参議院で審議中の「重要電子計算機に対する不正な行為による被害の防止に関する法律」案(ネット監視・サイバー先制攻撃法案)は、憲法に反する悪法です。危険性を糊塗する小手先の修正ではなく、きっぱり廃案にすべきです。
法案の目的について政府は、インターネット上のサイバー攻撃から国や企業などを守るためと説明しています。しかし、同法案は政府による国民の通信情報の監視やサイバー先制攻撃を認めるなど、見逃すことのできない問題点を含んでいます。
自治体をはじめ、電気・ガス・水道・鉄道・航空・金融といった社会基盤にかかわる多くの事業者がやり取りする個人情報を含むインターネット上の情報を、送受信者の同意なしに幅広く収集できる仕組みも組み込まれています。憲法21条が保障する通信の秘密を侵害し、国民監視の強化につながります。

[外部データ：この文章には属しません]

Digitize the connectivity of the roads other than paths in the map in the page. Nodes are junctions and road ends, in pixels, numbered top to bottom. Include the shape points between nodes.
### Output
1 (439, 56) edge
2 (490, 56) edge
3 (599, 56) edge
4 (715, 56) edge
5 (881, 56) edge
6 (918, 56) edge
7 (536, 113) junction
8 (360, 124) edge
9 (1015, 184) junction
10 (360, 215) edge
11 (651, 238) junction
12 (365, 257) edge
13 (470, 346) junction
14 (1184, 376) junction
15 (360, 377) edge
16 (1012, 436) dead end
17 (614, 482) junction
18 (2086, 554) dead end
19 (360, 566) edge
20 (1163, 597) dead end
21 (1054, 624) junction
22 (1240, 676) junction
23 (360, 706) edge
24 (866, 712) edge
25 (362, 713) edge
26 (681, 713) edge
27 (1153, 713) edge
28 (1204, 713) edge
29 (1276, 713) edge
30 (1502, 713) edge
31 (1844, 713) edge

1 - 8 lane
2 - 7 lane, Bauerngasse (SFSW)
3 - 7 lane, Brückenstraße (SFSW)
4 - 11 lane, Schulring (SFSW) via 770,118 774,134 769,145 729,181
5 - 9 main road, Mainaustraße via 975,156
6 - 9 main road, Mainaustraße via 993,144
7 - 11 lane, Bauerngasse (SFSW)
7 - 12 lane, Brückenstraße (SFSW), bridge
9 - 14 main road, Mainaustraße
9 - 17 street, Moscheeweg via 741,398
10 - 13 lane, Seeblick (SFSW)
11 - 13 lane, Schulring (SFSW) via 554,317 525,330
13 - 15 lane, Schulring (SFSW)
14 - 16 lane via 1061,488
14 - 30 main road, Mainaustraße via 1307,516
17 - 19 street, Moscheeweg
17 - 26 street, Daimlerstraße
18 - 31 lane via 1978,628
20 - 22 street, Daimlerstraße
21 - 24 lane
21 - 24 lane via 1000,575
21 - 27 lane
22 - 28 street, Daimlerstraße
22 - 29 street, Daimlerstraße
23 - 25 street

しかも、収集した情報を他国など第三者に提供することや、サイバー攻撃による被害防止の目的外利用にも道を開きます。警察や自衛隊による個人情報の収集・活用に悪用されかねません。
このほかにも、警察と自衛隊が国外にあるサーバーを「無害化」することも可能になるなど重大な問題があります。無害化措置により、国外にあるサーバーのプログラムを削除・停止させれば、相手国の主権を侵害し、インフラ機能などに重大なダメージを与えることになります。サイバー上であれ、他国への先制攻撃は憲法9条が禁止する「武力行使」に当たる危険性が指摘されています。サイバー攻撃の応酬が過熱すれば、相手国の武力行使を誘発しかねません。
そもそもサイバー攻撃は、コンピューターに侵入して機能を停止させたりする犯罪行為です。すでに制定されている不正アクセス防止法や刑法によって対応すべきものであり、政府が公権力を使って「犯罪行為」を行うことは許されません。国境を越えるサイバー攻撃には、国際的な合意形成を通じた外交的解決をめざすべきです。
憲法を踏みにじり、戦争国家づくりを補強する悪法に断固反対し、廃案にするよう強く求めます。